[Records to process]
┄┄┄┄┄┄┄┄┄┄

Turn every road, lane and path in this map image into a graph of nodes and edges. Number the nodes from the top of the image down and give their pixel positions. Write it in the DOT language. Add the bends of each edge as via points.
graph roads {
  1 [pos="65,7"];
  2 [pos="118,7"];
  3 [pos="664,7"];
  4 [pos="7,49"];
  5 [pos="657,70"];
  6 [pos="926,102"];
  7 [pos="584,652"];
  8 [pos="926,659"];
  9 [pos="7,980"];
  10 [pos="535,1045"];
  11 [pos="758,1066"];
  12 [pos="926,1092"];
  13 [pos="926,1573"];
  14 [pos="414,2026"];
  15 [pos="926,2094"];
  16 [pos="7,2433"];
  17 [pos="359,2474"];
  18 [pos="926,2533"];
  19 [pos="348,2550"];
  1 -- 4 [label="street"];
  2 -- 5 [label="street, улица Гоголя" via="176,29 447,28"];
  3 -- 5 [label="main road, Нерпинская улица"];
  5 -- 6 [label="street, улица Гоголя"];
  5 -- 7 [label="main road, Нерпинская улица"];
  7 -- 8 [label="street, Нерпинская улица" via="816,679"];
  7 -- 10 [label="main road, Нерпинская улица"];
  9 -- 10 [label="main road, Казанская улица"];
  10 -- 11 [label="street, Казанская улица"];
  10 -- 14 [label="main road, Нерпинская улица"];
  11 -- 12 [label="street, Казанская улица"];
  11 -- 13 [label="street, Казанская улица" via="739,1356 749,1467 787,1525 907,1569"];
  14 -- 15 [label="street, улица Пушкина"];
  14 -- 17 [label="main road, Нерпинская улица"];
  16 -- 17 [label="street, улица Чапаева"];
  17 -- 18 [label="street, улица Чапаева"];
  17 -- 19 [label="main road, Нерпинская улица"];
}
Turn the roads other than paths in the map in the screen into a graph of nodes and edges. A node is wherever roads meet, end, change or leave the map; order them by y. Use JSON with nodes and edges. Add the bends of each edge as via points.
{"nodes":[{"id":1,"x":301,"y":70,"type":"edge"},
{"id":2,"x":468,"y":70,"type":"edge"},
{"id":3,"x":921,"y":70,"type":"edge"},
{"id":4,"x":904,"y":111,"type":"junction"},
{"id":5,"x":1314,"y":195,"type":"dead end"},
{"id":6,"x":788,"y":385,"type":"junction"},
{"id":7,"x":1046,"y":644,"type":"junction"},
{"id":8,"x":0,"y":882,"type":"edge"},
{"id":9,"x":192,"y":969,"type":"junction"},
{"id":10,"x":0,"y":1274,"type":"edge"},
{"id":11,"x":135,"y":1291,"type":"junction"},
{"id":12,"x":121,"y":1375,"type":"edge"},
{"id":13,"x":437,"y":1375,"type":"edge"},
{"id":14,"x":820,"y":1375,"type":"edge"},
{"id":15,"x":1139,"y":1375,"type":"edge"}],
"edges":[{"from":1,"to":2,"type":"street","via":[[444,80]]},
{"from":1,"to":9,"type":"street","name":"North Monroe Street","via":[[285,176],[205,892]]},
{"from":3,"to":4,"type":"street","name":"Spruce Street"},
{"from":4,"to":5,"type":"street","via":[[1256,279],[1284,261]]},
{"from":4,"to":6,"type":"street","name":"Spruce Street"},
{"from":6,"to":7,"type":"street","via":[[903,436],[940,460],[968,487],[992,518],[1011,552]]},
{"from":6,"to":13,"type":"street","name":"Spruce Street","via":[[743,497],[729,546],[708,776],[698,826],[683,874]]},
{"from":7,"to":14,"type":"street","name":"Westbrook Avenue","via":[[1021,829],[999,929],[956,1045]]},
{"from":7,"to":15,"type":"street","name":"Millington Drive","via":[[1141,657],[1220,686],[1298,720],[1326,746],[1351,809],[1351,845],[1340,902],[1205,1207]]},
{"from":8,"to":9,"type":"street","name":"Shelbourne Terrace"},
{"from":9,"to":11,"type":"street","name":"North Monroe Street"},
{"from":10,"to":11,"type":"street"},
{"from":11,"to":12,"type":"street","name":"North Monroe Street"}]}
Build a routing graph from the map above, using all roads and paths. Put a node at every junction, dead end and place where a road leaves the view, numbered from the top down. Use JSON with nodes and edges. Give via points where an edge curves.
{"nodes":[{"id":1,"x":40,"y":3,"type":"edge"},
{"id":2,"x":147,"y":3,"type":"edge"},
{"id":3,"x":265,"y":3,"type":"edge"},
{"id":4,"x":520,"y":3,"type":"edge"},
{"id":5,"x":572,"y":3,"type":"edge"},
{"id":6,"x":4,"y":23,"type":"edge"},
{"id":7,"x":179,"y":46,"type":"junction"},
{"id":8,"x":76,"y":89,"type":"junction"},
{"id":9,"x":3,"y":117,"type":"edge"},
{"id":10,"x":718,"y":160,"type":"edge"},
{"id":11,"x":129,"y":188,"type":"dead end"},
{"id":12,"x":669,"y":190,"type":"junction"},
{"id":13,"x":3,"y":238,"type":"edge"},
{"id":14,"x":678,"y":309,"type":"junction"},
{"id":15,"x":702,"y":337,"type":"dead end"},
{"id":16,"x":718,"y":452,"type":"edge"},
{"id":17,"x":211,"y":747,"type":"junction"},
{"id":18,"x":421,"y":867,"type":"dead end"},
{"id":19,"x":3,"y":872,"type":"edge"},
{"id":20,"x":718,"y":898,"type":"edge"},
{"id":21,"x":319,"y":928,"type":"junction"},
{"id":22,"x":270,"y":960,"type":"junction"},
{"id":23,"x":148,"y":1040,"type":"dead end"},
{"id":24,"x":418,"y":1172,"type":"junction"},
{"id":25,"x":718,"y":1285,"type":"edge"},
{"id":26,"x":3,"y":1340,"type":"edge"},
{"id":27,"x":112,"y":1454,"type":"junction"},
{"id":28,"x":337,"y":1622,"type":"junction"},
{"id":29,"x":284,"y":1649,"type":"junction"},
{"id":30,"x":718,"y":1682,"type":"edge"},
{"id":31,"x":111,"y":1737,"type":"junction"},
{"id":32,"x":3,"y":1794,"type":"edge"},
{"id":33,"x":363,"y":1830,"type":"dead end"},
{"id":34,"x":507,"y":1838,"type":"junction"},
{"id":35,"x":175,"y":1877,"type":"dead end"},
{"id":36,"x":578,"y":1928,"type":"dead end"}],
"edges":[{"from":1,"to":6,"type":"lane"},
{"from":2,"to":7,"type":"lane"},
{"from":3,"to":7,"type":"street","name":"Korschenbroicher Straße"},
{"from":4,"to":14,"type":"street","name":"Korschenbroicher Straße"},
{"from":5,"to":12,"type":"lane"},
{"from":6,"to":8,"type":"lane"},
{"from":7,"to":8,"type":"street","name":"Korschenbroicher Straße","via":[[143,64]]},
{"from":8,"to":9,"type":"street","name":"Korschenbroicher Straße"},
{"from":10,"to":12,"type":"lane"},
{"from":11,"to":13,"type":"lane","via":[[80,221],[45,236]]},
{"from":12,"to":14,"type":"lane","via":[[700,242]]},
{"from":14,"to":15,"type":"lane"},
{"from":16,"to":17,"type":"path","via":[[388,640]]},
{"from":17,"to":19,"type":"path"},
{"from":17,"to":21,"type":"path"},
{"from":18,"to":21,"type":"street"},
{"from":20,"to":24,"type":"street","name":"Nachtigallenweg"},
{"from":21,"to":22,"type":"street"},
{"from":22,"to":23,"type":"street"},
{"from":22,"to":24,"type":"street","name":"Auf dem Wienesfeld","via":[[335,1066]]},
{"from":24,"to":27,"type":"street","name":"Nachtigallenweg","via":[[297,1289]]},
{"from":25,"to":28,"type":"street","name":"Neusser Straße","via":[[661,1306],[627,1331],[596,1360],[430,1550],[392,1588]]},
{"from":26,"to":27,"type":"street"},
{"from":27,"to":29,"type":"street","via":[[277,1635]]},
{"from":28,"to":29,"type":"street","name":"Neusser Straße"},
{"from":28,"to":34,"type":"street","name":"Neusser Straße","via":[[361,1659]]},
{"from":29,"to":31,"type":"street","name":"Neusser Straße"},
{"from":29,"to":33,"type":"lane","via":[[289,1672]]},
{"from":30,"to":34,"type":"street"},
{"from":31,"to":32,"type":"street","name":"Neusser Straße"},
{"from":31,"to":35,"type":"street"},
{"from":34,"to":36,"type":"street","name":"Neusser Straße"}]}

┄┄┄┄┄┄┄┄┄┄

[Work required] Copy all lines in the listing above where the string "Чапаева" appears.

[Answer to this task]
  16 -- 17 [label="street, улица Чапаева"];
  17 -- 18 [label="street, улица Чапаева"];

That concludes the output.